Jones evoked this history on his menu at The Larder + The Delta, where he has served his own take on hoecakes and Hoppin’ John.
For years, the contributions of Black chefs were ignored as their white peers won accolades in Southern cooking, Jones said. But times are changing and Jones feels that Black chefs are getting their voices heard.
“I’m not going to apologize for being Black anymore,” Jones said. “All African American chefs have felt like we had to apologize for being Black. Because we made a dish that was ‘too black’ for the establishment. Whether it was the way we communicate with each other. That’s done.”
Moving forward, Badman wants people to become more conscious of where their food comes from, what they’re supporting and where their dollars are being spent. It’s a conversation that’s been growing since before COVID-19, but for many the pandemic has only magnified these concerns.
A lot of the work begins with asking questions, Badman said. Before speaking at an event, Badman said she asks who else is invited: Are there people of color? Are there other women? She’s done with those days where she looked around and realized she was chosen as the token woman among a sea of men, she said.
Inequality goes back to who’s getting attention most of time, Badman added.
“We can go back as far as who’s getting funded,” she said. “A bank is going to fund his person, a male over a female, a white male over a male of color. Who’s able to get that attention, that backing, and it really comes down to the support level. The support of the Beard house, food and wine festivals, the food writers. Who’s writing about food? What are they looking to and who are they deciding to expose and bring attention to? It’s all our responsibility.”
How some chefs are innovating and finding success
Even if a restaurant opens to buzzy reviews, it won’t survive if the customers don’t follow. That’s the lesson Armando Hernandez learned after closing Roland’s Market Cafe Bar in 2019, the short-lived Phoenix restaurant he, his wife Nadia Holguin and Chris Bianco started.

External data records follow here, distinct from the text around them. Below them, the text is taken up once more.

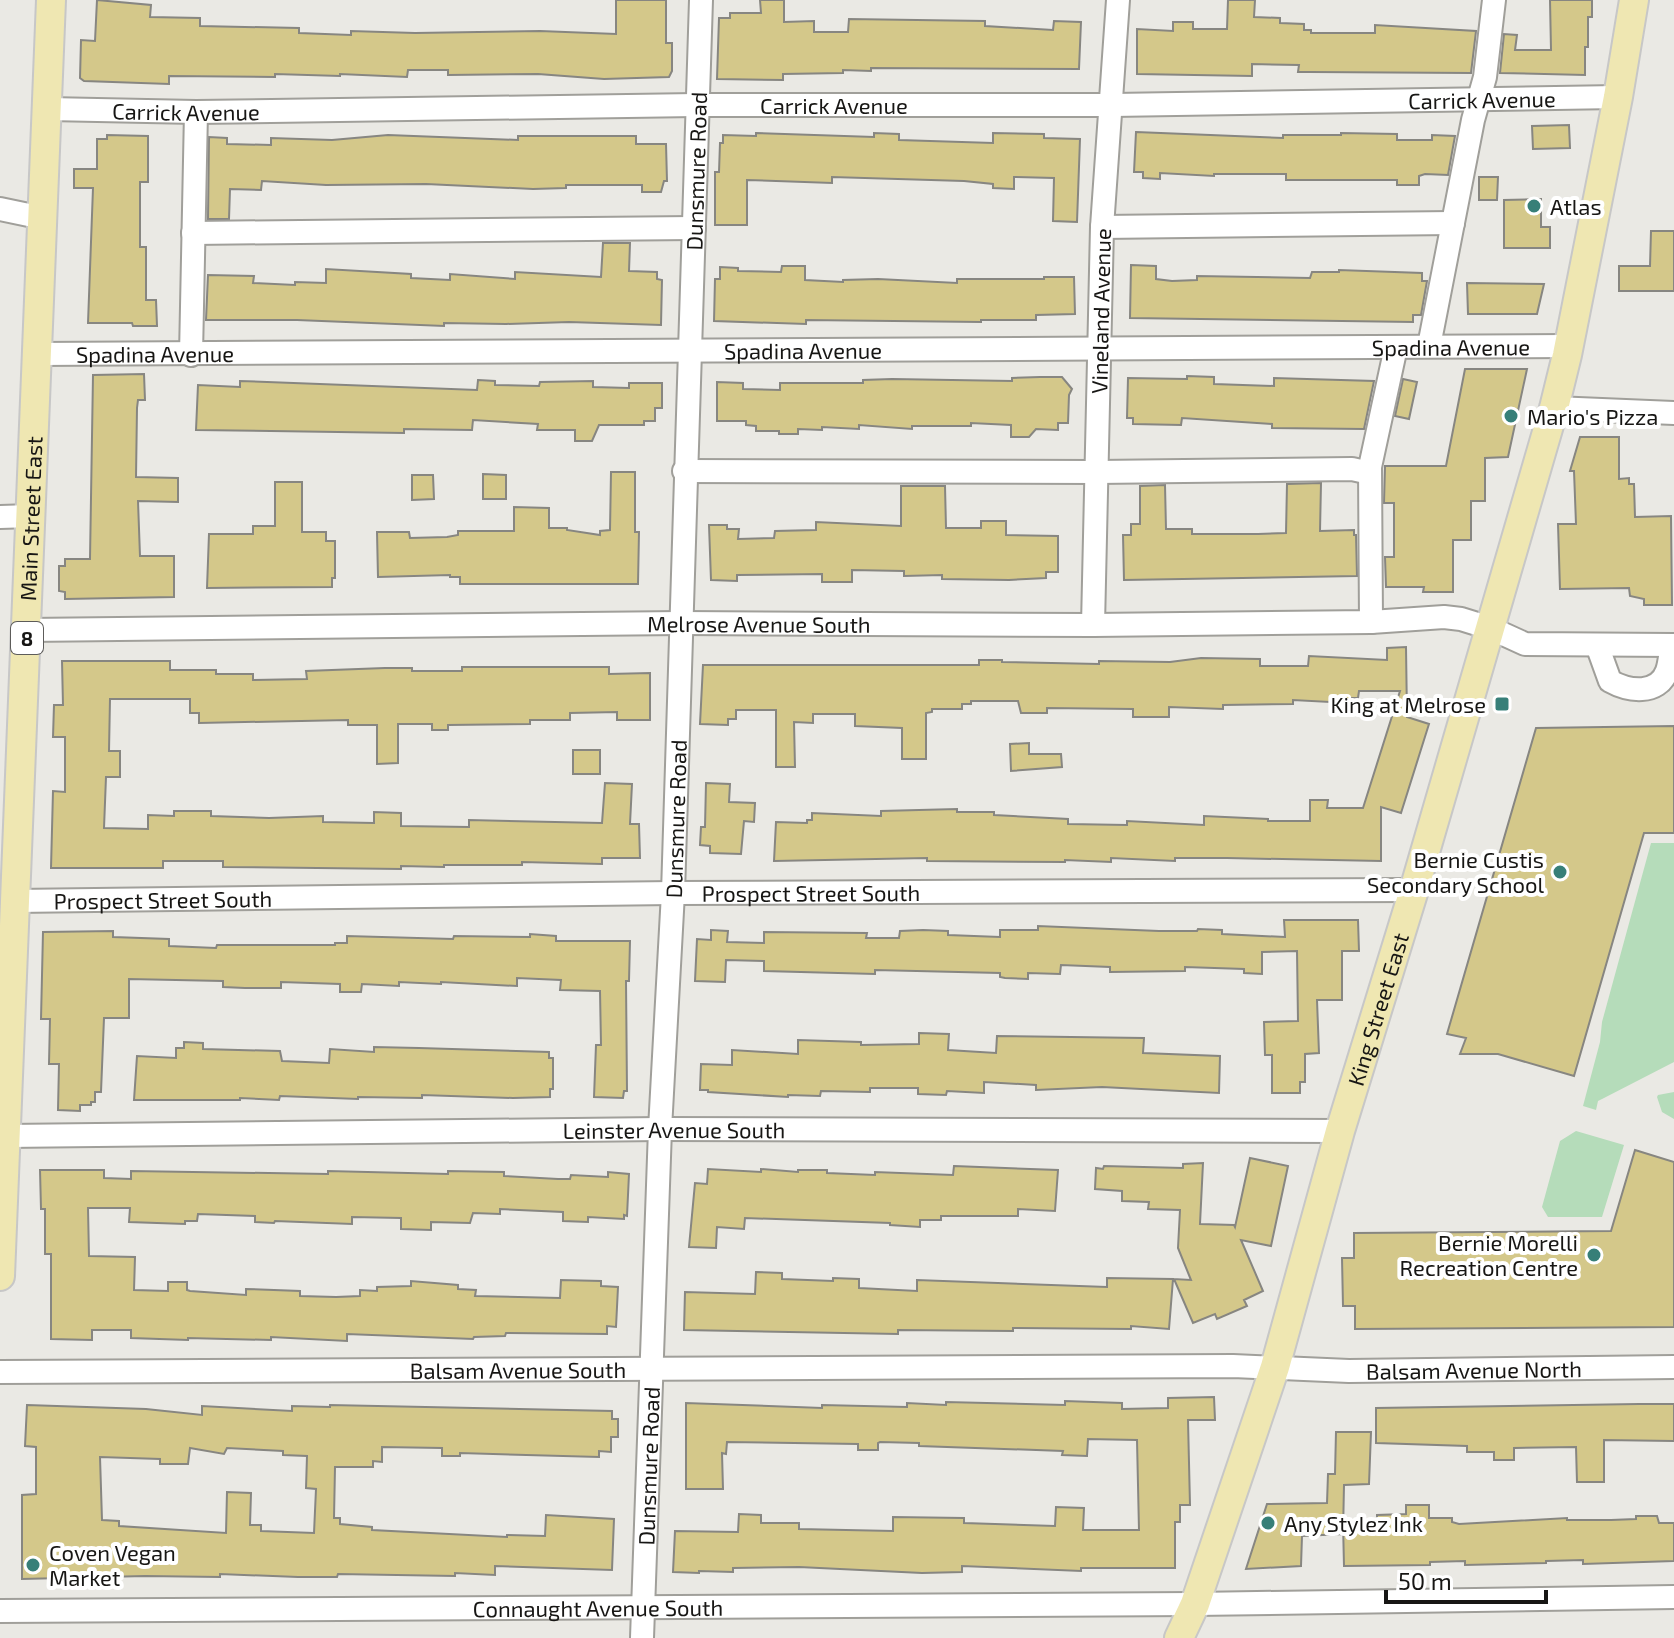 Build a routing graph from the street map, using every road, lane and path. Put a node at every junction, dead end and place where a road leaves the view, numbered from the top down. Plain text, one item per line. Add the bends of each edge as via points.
1 (51, 0) edge
2 (701, 0) edge
3 (1118, 0) edge
4 (1494, 0) edge
5 (1634, 0) edge
6 (1618, 97) junction
7 (1479, 100) junction
8 (696, 105) junction
9 (1113, 105) junction
10 (48, 109) junction
11 (196, 112) junction
12 (0, 209) edge
13 (43, 218) junction
14 (1453, 223) junction
15 (1102, 227) junction
16 (694, 228) junction
17 (193, 233) junction
18 (1429, 346) junction
19 (1569, 346) junction
20 (1396, 347) junction
21 (1101, 350) junction
22 (689, 352) junction
23 (37, 354) junction
24 (191, 355) junction
25 (1554, 408) junction
26 (1674, 413) edge
27 (684, 471) junction
28 (1097, 472) junction
29 (1370, 473) junction
30 (31, 516) junction
31 (0, 517) edge
32 (1371, 622) junction
33 (681, 623) junction
34 (1093, 625) junction
35 (1490, 628) junction
36 (27, 630) junction
37 (1597, 645) junction
38 (1673, 645) edge
39 (10, 788) edge
40 (1414, 890) junction
41 (673, 893) junction
42 (15, 901) junction
43 (660, 1129) junction
44 (1340, 1131) junction
45 (6, 1136) junction
46 (0, 1276) edge
47 (1275, 1367) junction
48 (1674, 1367) edge
49 (652, 1368) junction
50 (0, 1372) edge
51 (1674, 1597) edge
52 (1195, 1604) junction
53 (642, 1606) junction
54 (0, 1611) edge
55 (642, 1638) edge
56 (1179, 1638) edge

1 - 10 main road, Main Street East / 8
2 - 8 street, Dunsmure Road
3 - 9 street, Vineland Avenue
4 - 7 street
5 - 6 main road, King Street East
6 - 7 street, Carrick Avenue
6 - 19 main road, King Street East
7 - 9 street, Carrick Avenue
7 - 14 street
8 - 9 street, Carrick Avenue
8 - 11 street, Carrick Avenue
8 - 16 street, Dunsmure Road
9 - 15 street, Vineland Avenue
10 - 11 street, Carrick Avenue
10 - 13 main road, Main Street East / 8
11 - 17 street
12 - 13 street
13 - 23 main road, Main Street East / 8
14 - 15 street
14 - 18 street
15 - 21 street, Vineland Avenue
16 - 17 street
16 - 22 street, Dunsmure Road
17 - 24 street
18 - 19 street, Spadina Avenue
18 - 20 street, Spadina Avenue
19 - 25 main road, King Street East
20 - 21 street, Spadina Avenue
20 - 29 street
21 - 22 street, Spadina Avenue
21 - 28 street, Vineland Avenue
22 - 24 street, Spadina Avenue
22 - 27 street, Dunsmure Road
23 - 24 street, Spadina Avenue
23 - 30 main road, Main Street East / 8
25 - 26 street
25 - 35 main road, King Street East
27 - 28 street
27 - 33 street, Dunsmure Road
28 - 29 street
28 - 34 street, Vineland Avenue
29 - 32 street
30 - 31 street
30 - 36 main road, Main Street East / 8
32 - 34 street, Melrose Avenue South
32 - 35 street, Melrose Avenue South via 1444,617
33 - 34 street, Melrose Avenue South
33 - 36 street, Melrose Avenue South
33 - 41 street, Dunsmure Road
35 - 37 street, Melrose Avenue South via 1525,644
35 - 40 main road, King Street East
36 - 39 main road, Main Street East / 8
37 - 38 street, Melrose Avenue South
37 - 38 street via 1610,681 1636,691 1661,681
39 - 42 main road, Main Street East / 8
40 - 41 street, Prospect Street South
40 - 44 main road, King Street East
41 - 42 street, Prospect Street South
41 - 43 street, Dunsmure Road
42 - 45 main road, Main Street East / 8
43 - 44 street, Leinster Avenue South
43 - 45 street, Leinster Avenue South
43 - 49 street, Dunsmure Road
44 - 47 main road, King Street East
45 - 46 main road, Main Street East / 8
47 - 48 street, Balsam Avenue North
47 - 49 street, Balsam Avenue South
47 - 52 main road, King Street East
49 - 50 street, Balsam Avenue South
49 - 53 street, Dunsmure Road
51 - 52 street, Connaught Avenue South
52 - 53 street, Connaught Avenue South
52 - 56 main road, King Street East
53 - 54 street, Connaught Avenue South
53 - 55 street, Dunsmure Road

Hernandez hoped Roland’s would push the boundaries of what a sit-down Mexican restaurant could offer, similar to what Barrio Cafe did, but maybe the location or timing wasn’t right, he mused.

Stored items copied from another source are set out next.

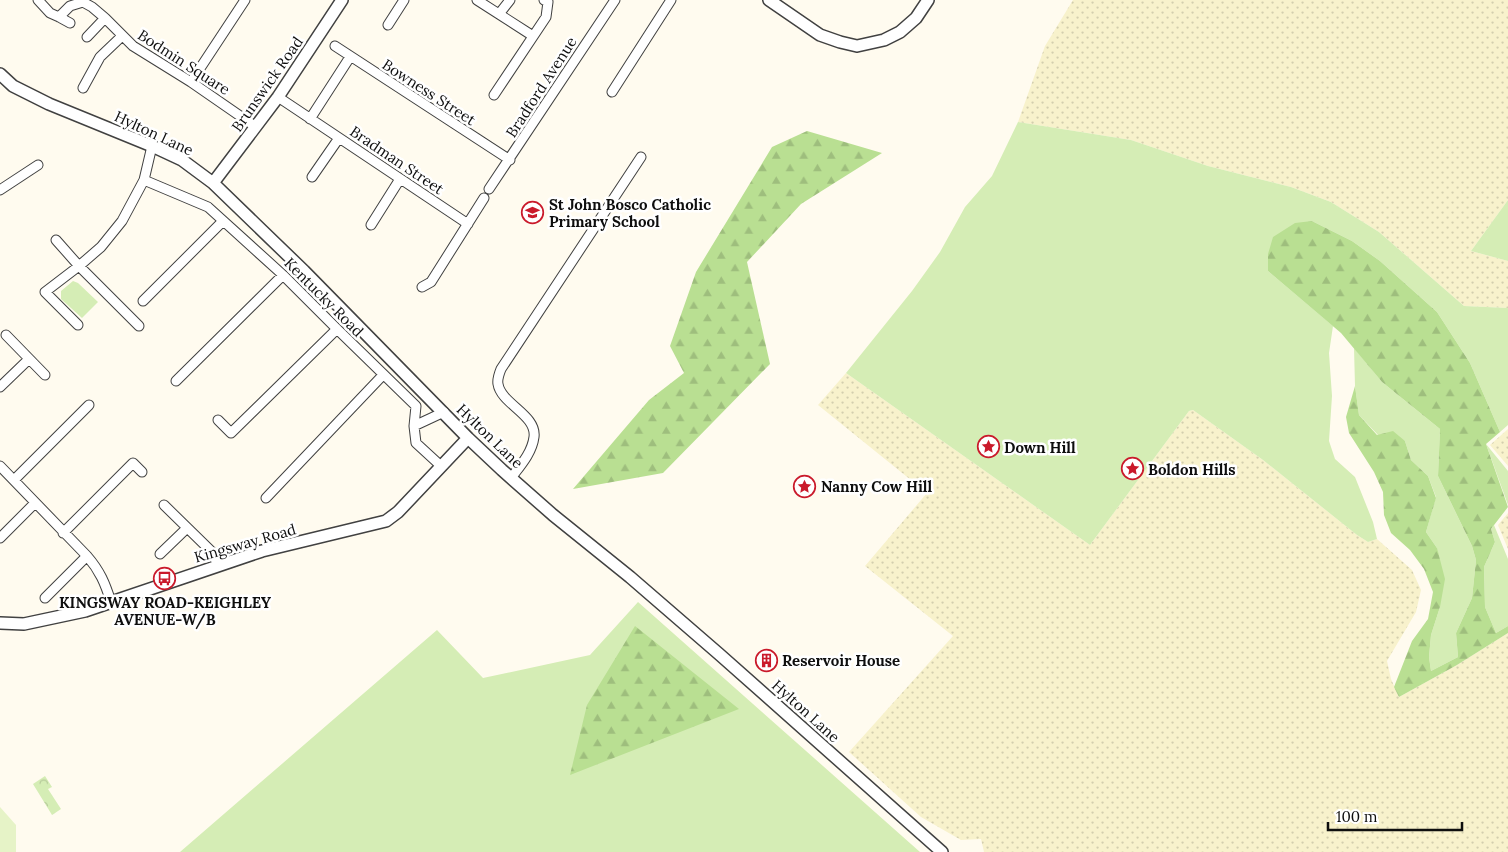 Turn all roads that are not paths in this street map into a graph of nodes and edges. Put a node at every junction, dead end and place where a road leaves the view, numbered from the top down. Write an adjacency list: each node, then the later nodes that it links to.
1 (38, 0): 13 (street)
2 (245, 0): 23 (street)
3 (342, 0): 27 (street, Brunswick Road)
4 (404, 0): 16 (street)
5 (477, 0): 12 (street)
6 (510, 0): 12 (street)
7 (544, 0): 18 (street)
8 (615, 0): 33 (street, Bradford Avenue)
9 (671, 0): 25 (street)
10 (769, 0): 11 (street)
11 (928, 0)
12 (499, 14): 18 (street)
13 (59, 16): 14 (street, Bodmin Square); 15 (street)
14 (105, 18): 17 (street, Bodmin Square); 19 (street)
15 (70, 23)
16 (388, 25)
17 (122, 36): 23 (street, Bodmin Square); 24 (street, Bodmin Square)
18 (533, 36): 26 (street)
19 (87, 37)
20 (334, 46): 21 (street, Bowness Street)
21 (350, 57): 28 (street); 33 (street, Bowness Street)
22 (0, 74): 31 (street, Hylton Lane)
23 (191, 82): 29 (street, Bodmin Square)
24 (83, 88)
25 (612, 92)
26 (494, 95)
27 (278, 97): 28 (street, Bradman Street); 29 (street, Brunswick Road)
28 (310, 119): 30 (street, Bradman Street)
29 (256, 127): 38 (street, Brunswick Road)
30 (339, 138): 35 (street); 36 (street, Bradman Street)
31 (152, 146): 37 (street); 38 (street, Hylton Lane)
32 (641, 156): 67 (street)
33 (510, 160): 39 (street, Bradford Avenue)
34 (38, 165): 40 (street)
35 (312, 177)
36 (400, 179): 43 (street, Bradman Street); 44 (street)
37 (144, 180): 42 (street, Kentucky Road); 46 (street)
38 (213, 183): 60 (street, Hylton Lane)
39 (489, 189)
40 (0, 190)
41 (484, 198): 43 (street)
42 (223, 222): 47 (street, Kentucky Road); 49 (street)
43 (468, 224): 48 (street)
44 (371, 225)
45 (56, 240): 46 (street)
46 (79, 266): 50 (street); 51 (street)
47 (283, 275): 52 (street, Kentucky Road); 57 (street)
48 (422, 287)
49 (143, 301)
50 (78, 325)
51 (139, 326)
52 (336, 329): 56 (street, Kentucky Road); 61 (street)
53 (6, 335): 54 (street)
54 (29, 359): 55 (street); 58 (street)
55 (45, 375)
56 (384, 375): 62 (street, Kentucky Road); 69 (street)
57 (176, 381)
58 (0, 386)
59 (89, 406): 68 (street)
60 (444, 412): 62 (street); 63 (street, Hylton Lane)
61 (218, 420)
62 (414, 426): 65 (street, Kentucky Road)
63 (468, 438): 65 (street, Kingsway Road); 67 (street, Hylton Lane)
64 (0, 466): 68 (street)
65 (441, 466): 77 (street, Kingsway Road)
66 (142, 472): 73 (street)
67 (511, 478): 81 (street, Hylton Lane)
68 (14, 480): 70 (street)
69 (266, 498)
70 (35, 503): 73 (street); 74 (street)
71 (164, 505): 72 (street)
72 (187, 528): 75 (street); 77 (street)
73 (64, 533): 76 (street)
74 (0, 538)
75 (160, 554)
76 (87, 556): 78 (street); 79 (street)
77 (218, 565): 79 (street, Kingsway Road)
78 (44, 598)
79 (111, 602): 80 (street, Kingsway Road)
80 (0, 623)
81 (942, 852)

Now he and chef Holguin are focused on their first restaurant, Tacos Chiwas, a counter-service taqueria that recently expanded to its third location in downtown Mesa. Hernandez thinks being fast-casual has made it slightly easier for them to adjust the takeout era compared to others who are more restricted by formality.
Fast-casual restaurants were already trending. Alex Stratta opened Stratta Kitchen, a build-your-own-bowl concept in Scottsdale, and the Clever Koi team announced a made-for-takeout version of their restaurant, Broth & Bao.
“The fully sit-down concepts are struggling more than others, like the Salad and Gos and fast things, like Raising Cane’s with the line out the door of cars,” Hernandez said. “I think you’re going to see a huge market in fast-casual and more the style that we already have.”
Nadira Jenkins-El, co-owner of Cutting Board Cafe in Mesa, believes cooperatives can be a way forward for small, like-minded businesses, which is why she started the Cosmic Vegans weekend market.
Jenkins-El leases a space with a commercial kitchen in Glendale, which other vegan food vendors can also use. Utilities, rent and food costs are shared so each individual business doesn’t have to survive on its own, she explained.
“I want to help my neighbor and make sure we’re all good, not just me,” Jenkins-El said. “The co-op, the communal space, isn’t a new concept. It’s just a concept we need to get back to.”
‘We need to burn down the house as an industry’
“Chains deserve to survive as well as local independents,” Esparza said. “However, at what cost? The cost of leaving America with subpar food? This is where people’s tastebuds need to be a priority attached to their money.”
“We need to burn down the house as an industry,” Esparza said. “Let it burn and let’s rebuild. The old way is gone.”